*** Opening of RECORDS FOR THE EXERCISE ***
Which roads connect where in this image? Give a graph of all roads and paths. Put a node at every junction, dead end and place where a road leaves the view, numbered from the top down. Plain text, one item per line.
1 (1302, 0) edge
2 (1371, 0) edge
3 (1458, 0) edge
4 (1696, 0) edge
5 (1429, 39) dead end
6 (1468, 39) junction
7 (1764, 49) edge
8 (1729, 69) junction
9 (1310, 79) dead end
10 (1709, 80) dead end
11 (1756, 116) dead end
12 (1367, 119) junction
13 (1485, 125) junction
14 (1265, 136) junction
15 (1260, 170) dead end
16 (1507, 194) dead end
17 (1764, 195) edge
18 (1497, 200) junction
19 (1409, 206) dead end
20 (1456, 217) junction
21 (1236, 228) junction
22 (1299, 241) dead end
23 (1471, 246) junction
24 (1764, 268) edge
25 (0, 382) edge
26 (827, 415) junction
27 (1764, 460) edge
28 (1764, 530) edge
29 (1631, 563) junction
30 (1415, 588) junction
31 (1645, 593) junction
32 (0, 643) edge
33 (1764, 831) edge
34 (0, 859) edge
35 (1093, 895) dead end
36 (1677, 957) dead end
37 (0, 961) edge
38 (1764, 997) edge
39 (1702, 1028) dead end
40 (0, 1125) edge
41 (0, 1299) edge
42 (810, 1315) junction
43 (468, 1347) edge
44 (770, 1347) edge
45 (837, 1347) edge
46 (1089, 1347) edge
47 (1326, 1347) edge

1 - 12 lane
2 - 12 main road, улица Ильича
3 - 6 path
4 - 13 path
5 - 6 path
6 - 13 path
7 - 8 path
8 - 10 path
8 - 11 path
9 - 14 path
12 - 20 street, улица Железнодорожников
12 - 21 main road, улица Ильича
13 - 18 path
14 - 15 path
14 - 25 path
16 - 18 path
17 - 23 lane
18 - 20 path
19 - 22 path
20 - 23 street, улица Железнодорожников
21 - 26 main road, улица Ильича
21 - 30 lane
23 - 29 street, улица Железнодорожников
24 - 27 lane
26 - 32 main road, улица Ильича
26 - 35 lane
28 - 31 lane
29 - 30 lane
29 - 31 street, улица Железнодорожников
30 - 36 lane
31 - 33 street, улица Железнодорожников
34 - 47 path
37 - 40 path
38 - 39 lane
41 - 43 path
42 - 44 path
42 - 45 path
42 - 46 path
*** Close of RECORDS FOR THE EXERCISE ***
WHAT TO PRODUCE:
Reproduce the data. Keep it exact.

REPLY TO THE EXERCISE:
Which roads connect where in this image? Give a graph of all roads and paths. Put a node at every junction, dead end and place where a road leaves the view, numbered from the top down. Plain text, one item per line.
1 (1302, 0) edge
2 (1371, 0) edge
3 (1458, 0) edge
4 (1696, 0) edge
5 (1429, 39) dead end
6 (1468, 39) junction
7 (1764, 49) edge
8 (1729, 69) junction
9 (1310, 79) dead end
10 (1709, 80) dead end
11 (1756, 116) dead end
12 (1367, 119) junction
13 (1485, 125) junction
14 (1265, 136) junction
15 (1260, 170) dead end
16 (1507, 194) dead end
17 (1764, 195) edge
18 (1497, 200) junction
19 (1409, 206) dead end
20 (1456, 217) junction
21 (1236, 228) junction
22 (1299, 241) dead end
23 (1471, 246) junction
24 (1764, 268) edge
25 (0, 382) edge
26 (827, 415) junction
27 (1764, 460) edge
28 (1764, 530) edge
29 (1631, 563) junction
30 (1415, 588) junction
31 (1645, 593) junction
32 (0, 643) edge
33 (1764, 831) edge
34 (0, 859) edge
35 (1093, 895) dead end
36 (1677, 957) dead end
37 (0, 961) edge
38 (1764, 997) edge
39 (1702, 1028) dead end
40 (0, 1125) edge
41 (0, 1299) edge
42 (810, 1315) junction
43 (468, 1347) edge
44 (770, 1347) edge
45 (837, 1347) edge
46 (1089, 1347) edge
47 (1326, 1347) edge

1 - 12 lane
2 - 12 main road, улица Ильича
3 - 6 path
4 - 13 path
5 - 6 path
6 - 13 path
7 - 8 path
8 - 10 path
8 - 11 path
9 - 14 path
12 - 20 street, улица Железнодорожников
12 - 21 main road, улица Ильича
13 - 18 path
14 - 15 path
14 - 25 path
16 - 18 path
17 - 23 lane
18 - 20 path
19 - 22 path
20 - 23 street, улица Железнодорожников
21 - 26 main road, улица Ильича
21 - 30 lane
23 - 29 street, улица Железнодорожников
24 - 27 lane
26 - 32 main road, улица Ильича
26 - 35 lane
28 - 31 lane
29 - 30 lane
29 - 31 street, улица Железнодорожников
30 - 36 lane
31 - 33 street, улица Железнодорожников
34 - 47 path
37 - 40 path
38 - 39 lane
41 - 43 path
42 - 44 path
42 - 45 path
42 - 46 path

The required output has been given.